Passionate fishes

May 19, 1993
Issue 

Passion Fish
Written and directed by John Sayles
Starring Mary McDonnell and Alfre Woodard
Reviewed by Lee Wallace

The critics' pull quotes used to promote Passion Fish, the new film from the New York-based independent writer/director John Sayles, describe it as "warmly appealing" and make direct comparisons with Fried Green Tomatoes and Driving Miss Daisy, but the ads are misleading. Passion Fish is actually quite good.

When May-Alice (Mary McDonnell), a New York soap opera actress, is paralysed in a collision with a taxi she retreats to her inherited family homestead in the bayou country of Louisiana. After a succession of nurses and carers, Chantelle (Alfre Woodard) arrives. She has her own reasons for staying with the sharp-tongued, moody May Alice, and the film follows their relationship to the brink of friendship.

It's soap opera territory, but John Sayles isn't interested in manipulative sentimentality. He reclaims the material from disease-of-the-week TV and creates a graceful, leisurely character study.

Passion Fish is long for its genre, at almost two and a half hours, but that extra half hour was an astute decision. It allows the film the space to work against our expectations, the screenplay deftly flying off on unexpected tangents.

Although he works with small budgets, John Sayles always manages to bring together a fine acting ensemble. Passion Fish is no exception; it is extremely well cast, and the actors have been allowed to take chances.

Part of the film's charm is that seemingly marginal characters often launch into long, telling monologues. It's as if the languid Louisiana backdrop (ambiently photographed by Roger Deakins and enhanced with a jaunty zydeco score) has got under their skins. The dialogue has a relaxed, sly wit, and there are a couple of scenes which are comic zingers.

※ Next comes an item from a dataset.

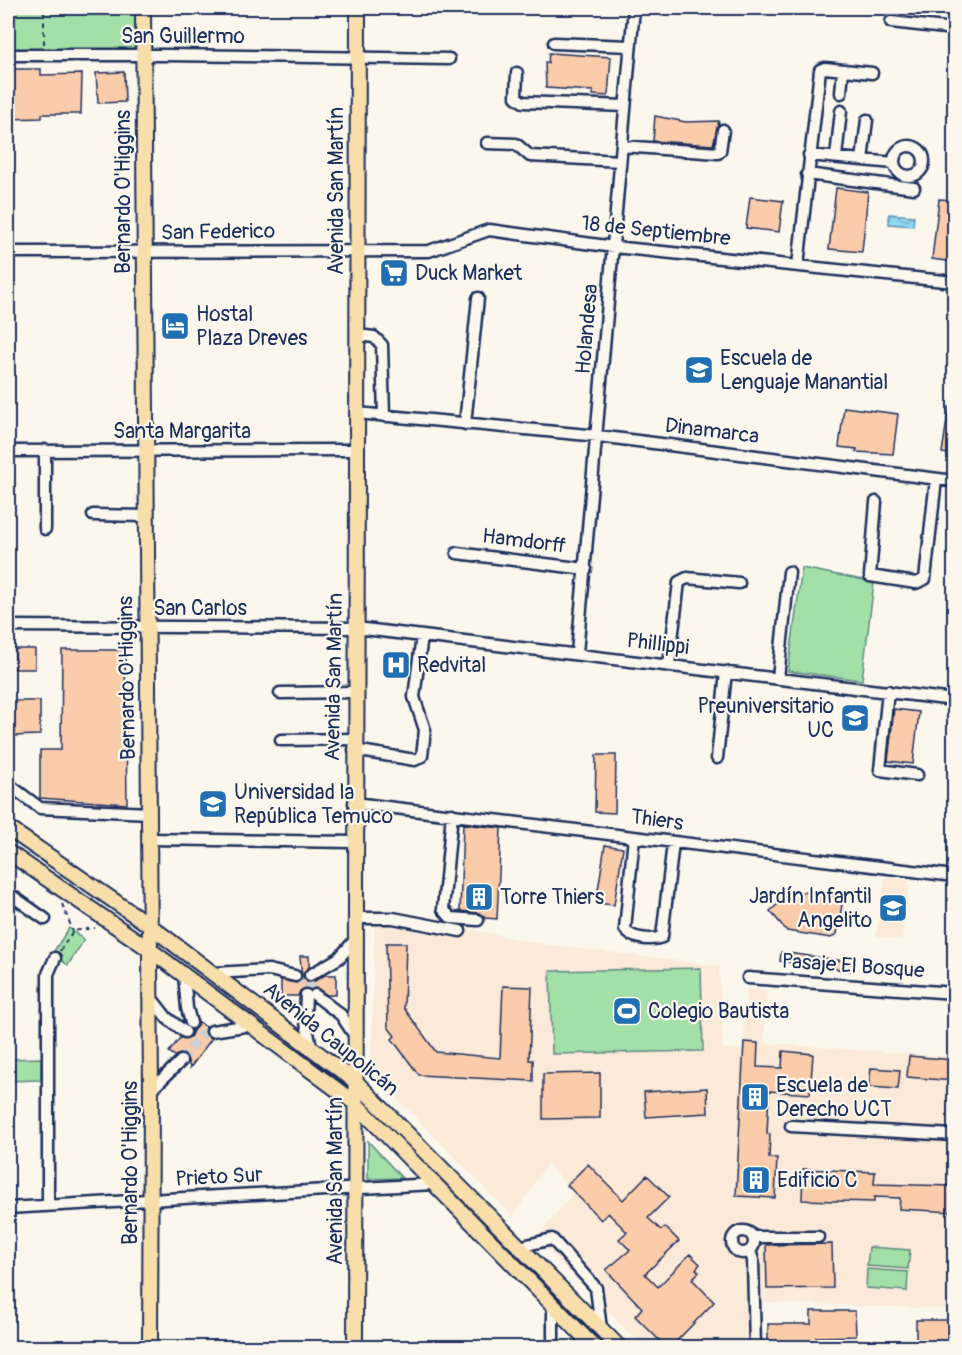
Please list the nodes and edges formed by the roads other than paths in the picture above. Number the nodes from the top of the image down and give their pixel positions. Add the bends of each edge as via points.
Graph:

The two lead actors give great, self-effacing, spellbinding performances, avoiding histrionics. I've never thought much of Mary McDonnell (she has played, amongst other roles, Kevin Costner's love interest in Dances with Wolves), but she is more than fine here. Her early scenes at the hospital are all the more harrowing for their emotional efficiency. When May-Alice, who has worked hard to escape her southern background, lets her emotional guard down she also allows her accent to seep through.

Alfre Woodard is at first remotely and, we presume nobly, stoic. Gradually her silences and furtive glances begin to hint at Chantelle's past. Finally, as she and May-Alice form a tentative friendship, she allows Chantelle's vulnerability to show through her wide, jaded eyes.

The manipulative, sledgehammer approach in mainstream character-driven film is so pervasive that a movie like Passion Fish may miss some audience members completely. It doesn't score points by making an issue of Chantelle's race or May-Alice's paraplegia. Instead it works within an ignoble genre and then transcends its origins. Passion Fish is that rare achievement — a dignified crowd-pleaser.